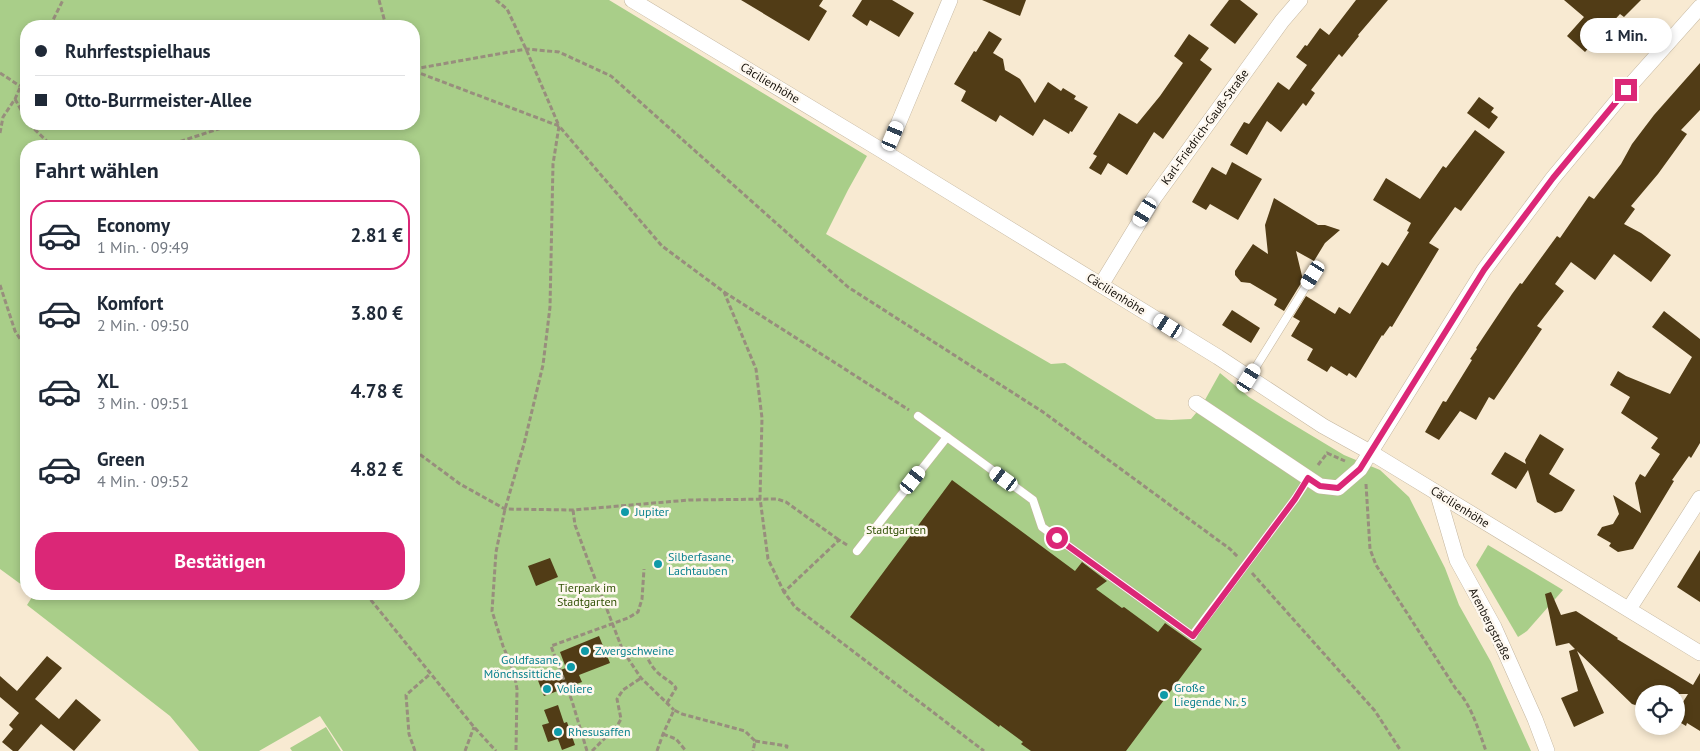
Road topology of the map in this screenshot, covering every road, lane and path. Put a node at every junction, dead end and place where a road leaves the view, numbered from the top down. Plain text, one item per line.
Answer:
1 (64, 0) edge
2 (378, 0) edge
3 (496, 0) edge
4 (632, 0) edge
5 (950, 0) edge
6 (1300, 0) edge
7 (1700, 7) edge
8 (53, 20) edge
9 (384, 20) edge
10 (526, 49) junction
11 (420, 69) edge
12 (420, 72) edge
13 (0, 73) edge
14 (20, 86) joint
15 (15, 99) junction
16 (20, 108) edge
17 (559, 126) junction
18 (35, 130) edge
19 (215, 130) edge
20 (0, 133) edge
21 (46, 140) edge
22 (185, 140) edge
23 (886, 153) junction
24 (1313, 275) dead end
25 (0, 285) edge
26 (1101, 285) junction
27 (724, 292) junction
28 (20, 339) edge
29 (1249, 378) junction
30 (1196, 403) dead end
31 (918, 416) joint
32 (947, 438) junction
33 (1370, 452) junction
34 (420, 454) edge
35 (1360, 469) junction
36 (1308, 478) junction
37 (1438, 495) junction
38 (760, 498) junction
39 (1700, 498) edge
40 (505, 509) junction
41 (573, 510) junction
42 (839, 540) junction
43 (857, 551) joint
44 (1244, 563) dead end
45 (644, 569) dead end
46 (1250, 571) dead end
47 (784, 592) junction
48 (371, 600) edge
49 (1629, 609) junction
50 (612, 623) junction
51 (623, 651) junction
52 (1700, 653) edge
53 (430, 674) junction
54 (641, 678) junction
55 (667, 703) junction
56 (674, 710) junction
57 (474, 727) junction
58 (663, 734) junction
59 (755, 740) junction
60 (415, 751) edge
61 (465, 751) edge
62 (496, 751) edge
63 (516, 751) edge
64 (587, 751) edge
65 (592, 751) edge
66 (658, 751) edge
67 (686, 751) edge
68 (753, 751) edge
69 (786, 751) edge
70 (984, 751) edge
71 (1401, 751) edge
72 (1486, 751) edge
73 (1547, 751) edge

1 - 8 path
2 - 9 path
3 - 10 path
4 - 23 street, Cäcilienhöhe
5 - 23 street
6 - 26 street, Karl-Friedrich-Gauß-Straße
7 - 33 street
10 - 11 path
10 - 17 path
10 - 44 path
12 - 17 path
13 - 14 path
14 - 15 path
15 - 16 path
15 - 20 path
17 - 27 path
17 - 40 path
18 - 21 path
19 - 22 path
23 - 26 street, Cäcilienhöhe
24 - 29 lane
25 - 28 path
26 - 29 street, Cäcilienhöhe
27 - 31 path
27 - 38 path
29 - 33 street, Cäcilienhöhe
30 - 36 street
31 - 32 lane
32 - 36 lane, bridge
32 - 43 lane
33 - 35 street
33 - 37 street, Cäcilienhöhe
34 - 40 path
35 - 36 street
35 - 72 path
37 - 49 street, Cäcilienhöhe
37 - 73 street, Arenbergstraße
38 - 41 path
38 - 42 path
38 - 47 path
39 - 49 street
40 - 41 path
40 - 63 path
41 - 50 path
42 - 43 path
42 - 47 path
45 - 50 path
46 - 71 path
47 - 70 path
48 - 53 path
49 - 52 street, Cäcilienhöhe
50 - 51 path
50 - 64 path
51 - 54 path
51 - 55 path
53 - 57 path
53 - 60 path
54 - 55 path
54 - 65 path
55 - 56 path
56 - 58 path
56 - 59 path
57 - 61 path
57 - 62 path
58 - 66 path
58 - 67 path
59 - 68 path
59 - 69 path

==============================

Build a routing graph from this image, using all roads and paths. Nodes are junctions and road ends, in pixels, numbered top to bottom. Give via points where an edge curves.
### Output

==============================

Exercise aim -> Wherever a line in the records contains the word "from", copy that line.

Answer box ->
Road topology of the map in this screenshot, covering every road, lane and path. Put a node at every junction, dead end and place where a road leaves the view, numbered from the top down. Plain text, one item per line.
Build a routing graph from this image, using all roads and paths. Nodes are junctions and road ends, in pixels, numbered top to bottom. Give via points where an edge curves.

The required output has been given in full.